● **Material provided**:
****************************************

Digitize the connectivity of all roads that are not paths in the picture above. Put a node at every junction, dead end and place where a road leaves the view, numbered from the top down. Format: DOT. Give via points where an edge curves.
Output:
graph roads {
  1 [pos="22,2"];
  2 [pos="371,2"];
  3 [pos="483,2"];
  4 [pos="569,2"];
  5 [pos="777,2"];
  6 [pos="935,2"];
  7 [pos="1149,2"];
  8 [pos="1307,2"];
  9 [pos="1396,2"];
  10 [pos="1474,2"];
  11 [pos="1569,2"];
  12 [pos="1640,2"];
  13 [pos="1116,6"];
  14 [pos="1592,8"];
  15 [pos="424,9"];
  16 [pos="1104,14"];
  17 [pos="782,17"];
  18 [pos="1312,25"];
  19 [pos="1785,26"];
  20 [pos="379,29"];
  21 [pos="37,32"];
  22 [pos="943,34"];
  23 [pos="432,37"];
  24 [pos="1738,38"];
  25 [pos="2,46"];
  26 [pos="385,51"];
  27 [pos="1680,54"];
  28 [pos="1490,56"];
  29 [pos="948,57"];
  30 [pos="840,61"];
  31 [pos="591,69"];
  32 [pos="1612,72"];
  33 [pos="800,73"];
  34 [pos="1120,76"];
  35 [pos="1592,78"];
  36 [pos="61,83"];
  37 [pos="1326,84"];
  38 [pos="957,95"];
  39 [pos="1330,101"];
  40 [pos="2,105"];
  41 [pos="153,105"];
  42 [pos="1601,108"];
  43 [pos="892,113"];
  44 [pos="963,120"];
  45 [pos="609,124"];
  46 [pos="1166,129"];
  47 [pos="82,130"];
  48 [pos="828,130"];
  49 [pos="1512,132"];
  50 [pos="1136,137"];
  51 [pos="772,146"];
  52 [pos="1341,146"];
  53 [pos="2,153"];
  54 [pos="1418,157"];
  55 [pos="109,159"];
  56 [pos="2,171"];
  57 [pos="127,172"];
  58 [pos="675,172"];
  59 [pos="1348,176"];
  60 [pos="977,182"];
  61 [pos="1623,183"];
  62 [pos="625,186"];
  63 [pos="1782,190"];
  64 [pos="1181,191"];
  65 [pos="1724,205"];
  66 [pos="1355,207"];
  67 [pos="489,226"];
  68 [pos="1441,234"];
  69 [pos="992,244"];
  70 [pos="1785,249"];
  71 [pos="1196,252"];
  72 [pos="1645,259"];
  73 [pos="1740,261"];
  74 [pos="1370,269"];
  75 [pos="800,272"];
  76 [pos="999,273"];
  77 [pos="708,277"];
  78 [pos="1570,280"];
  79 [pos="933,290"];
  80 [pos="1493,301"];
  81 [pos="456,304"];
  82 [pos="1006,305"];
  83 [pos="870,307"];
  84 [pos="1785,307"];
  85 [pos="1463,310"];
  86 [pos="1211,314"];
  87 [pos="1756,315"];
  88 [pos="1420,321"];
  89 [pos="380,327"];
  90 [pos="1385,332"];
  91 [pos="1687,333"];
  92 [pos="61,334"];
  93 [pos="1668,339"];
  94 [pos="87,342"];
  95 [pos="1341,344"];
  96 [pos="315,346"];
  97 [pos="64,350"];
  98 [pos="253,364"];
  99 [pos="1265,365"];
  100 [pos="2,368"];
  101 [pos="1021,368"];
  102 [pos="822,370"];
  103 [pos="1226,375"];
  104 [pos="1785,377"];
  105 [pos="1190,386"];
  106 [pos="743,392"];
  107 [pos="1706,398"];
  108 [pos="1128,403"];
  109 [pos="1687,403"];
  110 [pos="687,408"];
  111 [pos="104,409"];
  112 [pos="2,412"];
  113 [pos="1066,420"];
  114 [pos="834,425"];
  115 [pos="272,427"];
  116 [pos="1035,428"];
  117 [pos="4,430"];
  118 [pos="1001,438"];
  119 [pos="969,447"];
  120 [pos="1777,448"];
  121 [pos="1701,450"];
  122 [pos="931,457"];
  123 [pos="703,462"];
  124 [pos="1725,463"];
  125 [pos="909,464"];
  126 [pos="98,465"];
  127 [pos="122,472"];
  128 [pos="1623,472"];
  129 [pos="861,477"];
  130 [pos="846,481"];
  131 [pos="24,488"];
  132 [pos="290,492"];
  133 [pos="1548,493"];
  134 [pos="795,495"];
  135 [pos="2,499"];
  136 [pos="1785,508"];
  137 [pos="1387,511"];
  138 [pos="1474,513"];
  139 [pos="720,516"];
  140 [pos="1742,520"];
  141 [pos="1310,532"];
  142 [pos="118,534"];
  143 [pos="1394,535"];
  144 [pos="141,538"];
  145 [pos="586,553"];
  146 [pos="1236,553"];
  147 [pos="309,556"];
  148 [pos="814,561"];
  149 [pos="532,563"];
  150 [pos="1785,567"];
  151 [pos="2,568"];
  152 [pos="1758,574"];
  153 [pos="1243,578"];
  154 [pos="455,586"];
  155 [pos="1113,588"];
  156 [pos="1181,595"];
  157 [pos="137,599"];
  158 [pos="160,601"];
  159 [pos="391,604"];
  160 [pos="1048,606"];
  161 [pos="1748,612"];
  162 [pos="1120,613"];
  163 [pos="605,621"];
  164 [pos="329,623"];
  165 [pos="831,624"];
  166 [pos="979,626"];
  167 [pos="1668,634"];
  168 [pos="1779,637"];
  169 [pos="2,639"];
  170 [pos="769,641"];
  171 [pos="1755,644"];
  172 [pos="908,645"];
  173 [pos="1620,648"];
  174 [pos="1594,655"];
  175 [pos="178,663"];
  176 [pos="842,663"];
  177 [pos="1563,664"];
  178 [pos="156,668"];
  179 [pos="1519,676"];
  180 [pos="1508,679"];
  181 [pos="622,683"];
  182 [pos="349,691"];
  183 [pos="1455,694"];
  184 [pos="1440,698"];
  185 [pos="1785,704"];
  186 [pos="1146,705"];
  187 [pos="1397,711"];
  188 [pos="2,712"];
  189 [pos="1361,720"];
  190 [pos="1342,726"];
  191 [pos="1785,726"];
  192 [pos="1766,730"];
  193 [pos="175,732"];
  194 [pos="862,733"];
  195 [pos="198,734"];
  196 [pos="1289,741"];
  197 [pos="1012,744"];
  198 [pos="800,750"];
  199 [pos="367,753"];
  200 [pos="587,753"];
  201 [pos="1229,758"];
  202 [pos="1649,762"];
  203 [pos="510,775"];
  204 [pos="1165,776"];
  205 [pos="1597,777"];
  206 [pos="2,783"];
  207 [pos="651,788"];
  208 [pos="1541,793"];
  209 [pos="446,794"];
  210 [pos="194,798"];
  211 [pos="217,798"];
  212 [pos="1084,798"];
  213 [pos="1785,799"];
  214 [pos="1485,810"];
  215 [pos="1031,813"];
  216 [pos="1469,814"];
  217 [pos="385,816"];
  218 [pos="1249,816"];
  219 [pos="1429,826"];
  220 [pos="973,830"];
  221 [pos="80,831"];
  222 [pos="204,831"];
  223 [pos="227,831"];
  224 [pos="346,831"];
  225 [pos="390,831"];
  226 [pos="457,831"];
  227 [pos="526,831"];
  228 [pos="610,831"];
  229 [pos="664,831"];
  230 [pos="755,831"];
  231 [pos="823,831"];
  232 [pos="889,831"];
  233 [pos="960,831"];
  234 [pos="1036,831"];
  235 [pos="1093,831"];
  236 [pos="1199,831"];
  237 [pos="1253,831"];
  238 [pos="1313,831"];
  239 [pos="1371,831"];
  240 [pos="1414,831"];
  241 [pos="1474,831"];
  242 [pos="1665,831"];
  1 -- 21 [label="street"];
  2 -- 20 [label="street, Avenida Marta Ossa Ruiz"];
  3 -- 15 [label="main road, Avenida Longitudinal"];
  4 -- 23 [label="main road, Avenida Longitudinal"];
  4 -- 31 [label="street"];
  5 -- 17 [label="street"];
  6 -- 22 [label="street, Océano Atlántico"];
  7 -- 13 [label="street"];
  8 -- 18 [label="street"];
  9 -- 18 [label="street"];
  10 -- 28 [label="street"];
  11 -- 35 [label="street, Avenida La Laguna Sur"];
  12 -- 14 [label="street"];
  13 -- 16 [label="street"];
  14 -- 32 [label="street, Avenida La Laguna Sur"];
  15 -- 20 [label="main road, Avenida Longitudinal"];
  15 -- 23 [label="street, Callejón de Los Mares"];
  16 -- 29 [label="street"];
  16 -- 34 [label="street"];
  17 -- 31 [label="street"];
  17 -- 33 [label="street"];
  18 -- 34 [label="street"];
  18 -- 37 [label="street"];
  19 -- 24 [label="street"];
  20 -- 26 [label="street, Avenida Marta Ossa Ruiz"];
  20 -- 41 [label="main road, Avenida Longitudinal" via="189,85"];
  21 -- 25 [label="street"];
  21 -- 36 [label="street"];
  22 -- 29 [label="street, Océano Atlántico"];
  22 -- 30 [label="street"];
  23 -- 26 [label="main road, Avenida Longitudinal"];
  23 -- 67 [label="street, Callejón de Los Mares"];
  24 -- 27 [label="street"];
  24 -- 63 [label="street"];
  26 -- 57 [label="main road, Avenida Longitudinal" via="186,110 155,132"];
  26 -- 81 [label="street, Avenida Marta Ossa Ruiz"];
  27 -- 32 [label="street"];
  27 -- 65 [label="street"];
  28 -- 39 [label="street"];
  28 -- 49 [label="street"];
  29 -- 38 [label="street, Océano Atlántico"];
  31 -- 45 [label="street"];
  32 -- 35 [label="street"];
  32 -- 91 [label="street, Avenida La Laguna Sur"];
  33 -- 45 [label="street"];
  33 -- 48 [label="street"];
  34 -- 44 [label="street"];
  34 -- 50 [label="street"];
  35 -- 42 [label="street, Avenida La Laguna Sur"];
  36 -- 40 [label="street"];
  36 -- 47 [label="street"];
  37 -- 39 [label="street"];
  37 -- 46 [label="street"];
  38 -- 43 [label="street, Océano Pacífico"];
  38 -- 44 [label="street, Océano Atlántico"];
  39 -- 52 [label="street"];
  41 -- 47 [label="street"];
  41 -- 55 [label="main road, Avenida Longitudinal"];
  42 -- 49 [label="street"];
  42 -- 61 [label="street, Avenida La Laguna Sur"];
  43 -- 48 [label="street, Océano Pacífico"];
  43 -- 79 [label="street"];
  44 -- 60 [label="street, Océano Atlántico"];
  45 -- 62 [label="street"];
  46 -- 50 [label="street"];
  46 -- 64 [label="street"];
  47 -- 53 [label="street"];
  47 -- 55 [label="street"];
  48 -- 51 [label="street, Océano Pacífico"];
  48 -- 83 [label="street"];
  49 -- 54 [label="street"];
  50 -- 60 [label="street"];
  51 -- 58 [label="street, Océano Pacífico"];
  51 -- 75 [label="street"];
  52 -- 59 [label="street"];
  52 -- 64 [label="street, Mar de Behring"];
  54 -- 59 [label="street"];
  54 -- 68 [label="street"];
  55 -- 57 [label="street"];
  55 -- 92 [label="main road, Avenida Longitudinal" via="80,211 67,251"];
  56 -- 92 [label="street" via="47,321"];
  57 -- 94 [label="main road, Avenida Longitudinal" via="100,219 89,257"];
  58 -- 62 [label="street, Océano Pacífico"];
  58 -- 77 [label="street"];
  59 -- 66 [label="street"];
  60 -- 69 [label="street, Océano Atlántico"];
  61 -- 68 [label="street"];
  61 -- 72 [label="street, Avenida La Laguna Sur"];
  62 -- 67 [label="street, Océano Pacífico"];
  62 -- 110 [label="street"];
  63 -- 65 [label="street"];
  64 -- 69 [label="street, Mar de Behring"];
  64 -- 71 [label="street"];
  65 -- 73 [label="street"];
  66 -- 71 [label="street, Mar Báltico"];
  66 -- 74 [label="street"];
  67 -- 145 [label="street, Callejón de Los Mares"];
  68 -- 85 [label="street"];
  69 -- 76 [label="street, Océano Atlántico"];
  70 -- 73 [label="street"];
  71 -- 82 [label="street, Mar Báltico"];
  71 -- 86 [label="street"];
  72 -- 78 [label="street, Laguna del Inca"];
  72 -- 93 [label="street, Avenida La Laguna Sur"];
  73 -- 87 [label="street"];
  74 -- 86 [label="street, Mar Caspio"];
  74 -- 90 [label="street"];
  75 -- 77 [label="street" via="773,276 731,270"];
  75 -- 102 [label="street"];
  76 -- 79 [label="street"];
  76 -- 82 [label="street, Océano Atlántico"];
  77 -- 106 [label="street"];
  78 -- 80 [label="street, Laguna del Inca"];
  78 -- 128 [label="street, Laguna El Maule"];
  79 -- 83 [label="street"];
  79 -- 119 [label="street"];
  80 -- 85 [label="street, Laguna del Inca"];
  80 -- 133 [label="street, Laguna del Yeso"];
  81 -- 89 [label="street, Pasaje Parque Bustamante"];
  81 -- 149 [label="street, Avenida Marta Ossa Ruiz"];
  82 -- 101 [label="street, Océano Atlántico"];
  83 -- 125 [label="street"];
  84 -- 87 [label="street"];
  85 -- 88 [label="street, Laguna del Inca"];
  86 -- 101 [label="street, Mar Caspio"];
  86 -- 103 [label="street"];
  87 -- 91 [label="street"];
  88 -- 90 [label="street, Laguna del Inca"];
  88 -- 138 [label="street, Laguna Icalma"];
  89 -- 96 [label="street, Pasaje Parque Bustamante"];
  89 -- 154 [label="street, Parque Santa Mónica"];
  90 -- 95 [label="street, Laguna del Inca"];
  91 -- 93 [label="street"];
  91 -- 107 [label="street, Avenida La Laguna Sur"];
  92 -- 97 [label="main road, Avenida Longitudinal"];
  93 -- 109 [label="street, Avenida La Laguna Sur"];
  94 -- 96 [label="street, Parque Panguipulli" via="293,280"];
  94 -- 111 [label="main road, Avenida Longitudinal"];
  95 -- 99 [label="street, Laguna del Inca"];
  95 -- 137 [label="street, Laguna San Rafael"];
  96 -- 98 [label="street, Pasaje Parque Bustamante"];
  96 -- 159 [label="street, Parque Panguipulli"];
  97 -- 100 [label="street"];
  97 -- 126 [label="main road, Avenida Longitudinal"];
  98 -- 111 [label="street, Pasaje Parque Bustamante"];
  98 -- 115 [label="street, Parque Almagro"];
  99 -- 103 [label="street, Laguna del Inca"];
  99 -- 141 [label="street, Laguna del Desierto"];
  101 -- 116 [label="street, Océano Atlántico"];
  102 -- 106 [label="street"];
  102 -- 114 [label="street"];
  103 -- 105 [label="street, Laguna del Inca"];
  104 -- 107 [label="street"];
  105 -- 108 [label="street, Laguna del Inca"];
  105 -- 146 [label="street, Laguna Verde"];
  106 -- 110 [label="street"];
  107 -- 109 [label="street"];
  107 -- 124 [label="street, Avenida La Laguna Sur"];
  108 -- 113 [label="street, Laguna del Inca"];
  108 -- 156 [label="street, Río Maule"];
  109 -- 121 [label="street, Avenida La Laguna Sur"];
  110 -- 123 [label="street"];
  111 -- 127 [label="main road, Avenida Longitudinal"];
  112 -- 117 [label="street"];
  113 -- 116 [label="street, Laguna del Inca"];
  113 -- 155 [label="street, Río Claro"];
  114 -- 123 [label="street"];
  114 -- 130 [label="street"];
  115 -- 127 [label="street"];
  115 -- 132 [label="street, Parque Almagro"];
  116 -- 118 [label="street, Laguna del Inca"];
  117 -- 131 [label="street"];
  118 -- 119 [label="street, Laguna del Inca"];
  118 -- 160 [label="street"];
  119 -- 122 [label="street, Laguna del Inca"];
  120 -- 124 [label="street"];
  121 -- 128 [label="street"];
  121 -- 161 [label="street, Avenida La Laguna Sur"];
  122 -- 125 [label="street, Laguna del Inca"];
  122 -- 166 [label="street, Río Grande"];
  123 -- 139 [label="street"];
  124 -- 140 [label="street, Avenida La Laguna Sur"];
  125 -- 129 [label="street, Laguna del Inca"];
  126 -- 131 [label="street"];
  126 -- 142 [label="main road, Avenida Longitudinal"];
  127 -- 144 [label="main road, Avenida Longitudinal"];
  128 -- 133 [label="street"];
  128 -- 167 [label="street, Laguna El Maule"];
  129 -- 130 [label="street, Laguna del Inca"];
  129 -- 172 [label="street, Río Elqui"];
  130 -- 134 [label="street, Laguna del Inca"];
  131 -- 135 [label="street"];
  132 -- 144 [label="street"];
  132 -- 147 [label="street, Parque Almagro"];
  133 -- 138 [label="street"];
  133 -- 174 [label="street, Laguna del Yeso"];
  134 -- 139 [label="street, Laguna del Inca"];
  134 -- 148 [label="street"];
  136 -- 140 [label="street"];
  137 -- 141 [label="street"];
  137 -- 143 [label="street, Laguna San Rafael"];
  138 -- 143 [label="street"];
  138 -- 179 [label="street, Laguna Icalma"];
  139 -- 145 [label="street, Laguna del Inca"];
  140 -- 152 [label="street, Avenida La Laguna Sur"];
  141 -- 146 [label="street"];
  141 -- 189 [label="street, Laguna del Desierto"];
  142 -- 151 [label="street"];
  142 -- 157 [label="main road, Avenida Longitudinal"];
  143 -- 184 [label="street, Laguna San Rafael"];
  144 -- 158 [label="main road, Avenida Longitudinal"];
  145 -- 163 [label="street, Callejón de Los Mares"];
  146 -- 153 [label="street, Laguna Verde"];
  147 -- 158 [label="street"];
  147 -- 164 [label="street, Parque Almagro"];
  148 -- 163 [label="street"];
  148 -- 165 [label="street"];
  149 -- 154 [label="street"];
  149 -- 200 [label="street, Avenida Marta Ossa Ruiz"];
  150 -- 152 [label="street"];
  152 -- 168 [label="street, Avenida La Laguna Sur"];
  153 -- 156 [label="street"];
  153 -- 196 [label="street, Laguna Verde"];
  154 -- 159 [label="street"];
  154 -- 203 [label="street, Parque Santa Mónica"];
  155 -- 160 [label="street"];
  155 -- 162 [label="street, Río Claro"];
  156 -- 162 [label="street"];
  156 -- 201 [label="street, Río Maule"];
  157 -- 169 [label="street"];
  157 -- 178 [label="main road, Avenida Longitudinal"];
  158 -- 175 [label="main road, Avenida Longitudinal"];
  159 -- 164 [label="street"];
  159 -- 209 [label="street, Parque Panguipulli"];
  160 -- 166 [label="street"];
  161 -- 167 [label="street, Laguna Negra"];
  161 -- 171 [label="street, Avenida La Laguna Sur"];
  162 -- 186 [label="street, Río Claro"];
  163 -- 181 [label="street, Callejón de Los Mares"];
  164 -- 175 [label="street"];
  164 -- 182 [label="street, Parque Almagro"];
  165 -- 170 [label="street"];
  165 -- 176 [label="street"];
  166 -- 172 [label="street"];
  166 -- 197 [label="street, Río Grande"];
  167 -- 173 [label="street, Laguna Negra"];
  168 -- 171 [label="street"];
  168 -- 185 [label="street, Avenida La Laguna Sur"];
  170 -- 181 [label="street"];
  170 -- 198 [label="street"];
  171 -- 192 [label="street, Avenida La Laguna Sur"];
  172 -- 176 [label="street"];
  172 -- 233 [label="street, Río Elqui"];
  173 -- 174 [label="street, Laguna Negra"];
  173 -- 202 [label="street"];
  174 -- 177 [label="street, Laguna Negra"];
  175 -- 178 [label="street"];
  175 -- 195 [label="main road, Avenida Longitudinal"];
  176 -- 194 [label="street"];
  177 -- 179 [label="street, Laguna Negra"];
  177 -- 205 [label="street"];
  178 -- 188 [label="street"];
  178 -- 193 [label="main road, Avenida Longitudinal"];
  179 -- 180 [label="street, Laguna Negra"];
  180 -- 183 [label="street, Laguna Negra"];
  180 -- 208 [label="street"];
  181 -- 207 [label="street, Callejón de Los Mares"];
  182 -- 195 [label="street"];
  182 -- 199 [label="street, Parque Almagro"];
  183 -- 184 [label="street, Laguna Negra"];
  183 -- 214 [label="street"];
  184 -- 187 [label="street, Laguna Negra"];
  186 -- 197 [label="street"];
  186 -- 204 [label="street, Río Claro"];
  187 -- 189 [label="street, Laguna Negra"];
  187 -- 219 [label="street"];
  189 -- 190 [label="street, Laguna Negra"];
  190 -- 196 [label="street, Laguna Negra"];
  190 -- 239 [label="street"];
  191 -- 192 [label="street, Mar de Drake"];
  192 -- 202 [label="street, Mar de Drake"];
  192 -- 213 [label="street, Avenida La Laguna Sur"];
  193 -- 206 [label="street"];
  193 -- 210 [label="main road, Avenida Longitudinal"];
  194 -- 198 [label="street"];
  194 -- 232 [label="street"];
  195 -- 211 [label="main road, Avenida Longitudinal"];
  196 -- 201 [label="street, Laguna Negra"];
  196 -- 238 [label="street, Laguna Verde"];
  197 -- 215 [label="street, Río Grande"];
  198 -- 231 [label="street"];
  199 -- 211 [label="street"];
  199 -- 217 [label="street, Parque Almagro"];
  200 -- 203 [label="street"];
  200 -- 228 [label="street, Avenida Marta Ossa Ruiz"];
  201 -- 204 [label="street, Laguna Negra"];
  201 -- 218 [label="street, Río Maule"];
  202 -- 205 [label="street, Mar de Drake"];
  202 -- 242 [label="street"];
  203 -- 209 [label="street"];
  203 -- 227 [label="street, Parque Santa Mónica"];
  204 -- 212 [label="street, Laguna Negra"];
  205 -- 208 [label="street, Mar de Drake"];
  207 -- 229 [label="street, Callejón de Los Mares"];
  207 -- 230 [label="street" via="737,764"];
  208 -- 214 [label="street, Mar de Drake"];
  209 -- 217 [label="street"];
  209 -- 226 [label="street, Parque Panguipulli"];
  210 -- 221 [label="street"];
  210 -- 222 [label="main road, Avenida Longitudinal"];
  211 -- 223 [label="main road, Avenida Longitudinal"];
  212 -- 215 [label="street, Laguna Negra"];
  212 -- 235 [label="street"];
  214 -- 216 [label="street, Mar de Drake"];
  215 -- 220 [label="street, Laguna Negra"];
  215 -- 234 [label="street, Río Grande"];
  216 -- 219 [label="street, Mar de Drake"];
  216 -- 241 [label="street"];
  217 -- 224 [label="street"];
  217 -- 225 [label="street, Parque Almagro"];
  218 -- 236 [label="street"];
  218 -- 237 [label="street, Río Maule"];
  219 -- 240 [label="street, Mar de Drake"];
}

****************************************

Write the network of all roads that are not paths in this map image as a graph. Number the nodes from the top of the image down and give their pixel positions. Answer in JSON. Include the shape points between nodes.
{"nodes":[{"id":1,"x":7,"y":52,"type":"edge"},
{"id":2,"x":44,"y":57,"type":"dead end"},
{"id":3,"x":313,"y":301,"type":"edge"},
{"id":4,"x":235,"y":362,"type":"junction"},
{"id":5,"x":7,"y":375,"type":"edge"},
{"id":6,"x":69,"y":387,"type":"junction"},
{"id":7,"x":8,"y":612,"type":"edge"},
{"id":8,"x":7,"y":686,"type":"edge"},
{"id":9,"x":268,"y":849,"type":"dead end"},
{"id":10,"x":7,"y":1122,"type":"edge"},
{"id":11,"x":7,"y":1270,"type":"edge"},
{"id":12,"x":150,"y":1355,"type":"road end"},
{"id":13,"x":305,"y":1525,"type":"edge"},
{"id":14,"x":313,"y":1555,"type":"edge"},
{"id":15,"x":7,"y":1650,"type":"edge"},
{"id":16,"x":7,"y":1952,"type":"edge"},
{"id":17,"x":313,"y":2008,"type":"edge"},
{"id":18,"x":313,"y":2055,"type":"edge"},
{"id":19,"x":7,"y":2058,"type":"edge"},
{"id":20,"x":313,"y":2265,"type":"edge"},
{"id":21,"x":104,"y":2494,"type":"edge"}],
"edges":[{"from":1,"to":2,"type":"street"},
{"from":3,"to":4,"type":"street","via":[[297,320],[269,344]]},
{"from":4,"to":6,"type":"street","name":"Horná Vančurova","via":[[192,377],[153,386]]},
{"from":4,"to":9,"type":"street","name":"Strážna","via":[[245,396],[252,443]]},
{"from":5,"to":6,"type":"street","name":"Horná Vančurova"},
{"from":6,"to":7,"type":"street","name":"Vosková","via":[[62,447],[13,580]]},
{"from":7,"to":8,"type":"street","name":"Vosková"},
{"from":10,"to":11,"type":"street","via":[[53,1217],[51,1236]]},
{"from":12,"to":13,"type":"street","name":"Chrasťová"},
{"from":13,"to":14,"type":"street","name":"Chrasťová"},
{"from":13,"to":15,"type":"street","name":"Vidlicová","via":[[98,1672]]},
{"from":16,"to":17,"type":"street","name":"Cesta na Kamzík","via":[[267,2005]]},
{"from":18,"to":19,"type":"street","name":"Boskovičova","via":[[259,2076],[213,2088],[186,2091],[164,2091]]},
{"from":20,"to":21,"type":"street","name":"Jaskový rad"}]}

****************************************

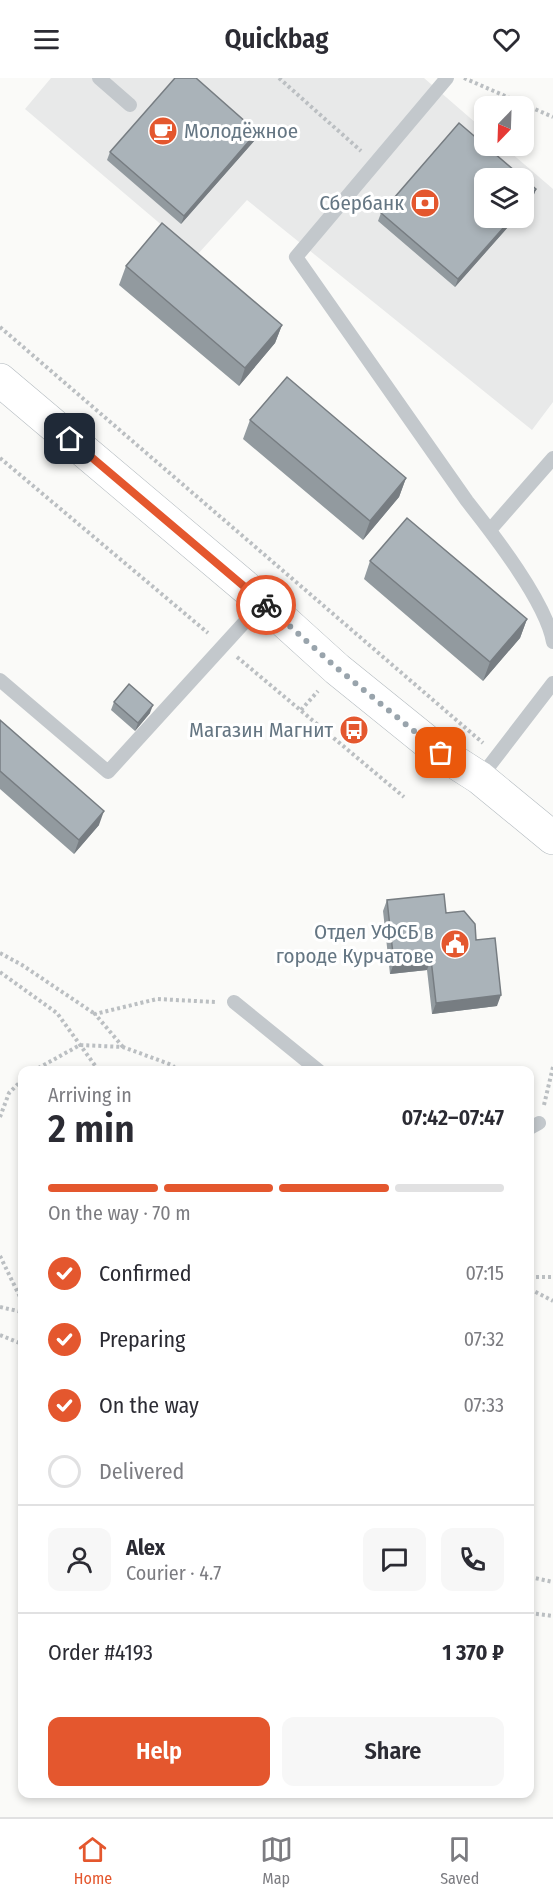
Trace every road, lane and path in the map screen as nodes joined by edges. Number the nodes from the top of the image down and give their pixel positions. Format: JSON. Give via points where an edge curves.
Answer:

****************************************

● **Exercise**: From the listing above, return every line that carries the string "curves".

● **Answer area**:
Digitize the connectivity of all roads that are not paths in the picture above. Put a node at every junction, dead end and place where a road leaves the view, numbered from the top down. Format: DOT. Give via points where an edge curves.
Trace every road, lane and path in the map screen as nodes joined by edges. Number the nodes from the top of the image down and give their pixel positions. Format: JSON. Give via points where an edge curves.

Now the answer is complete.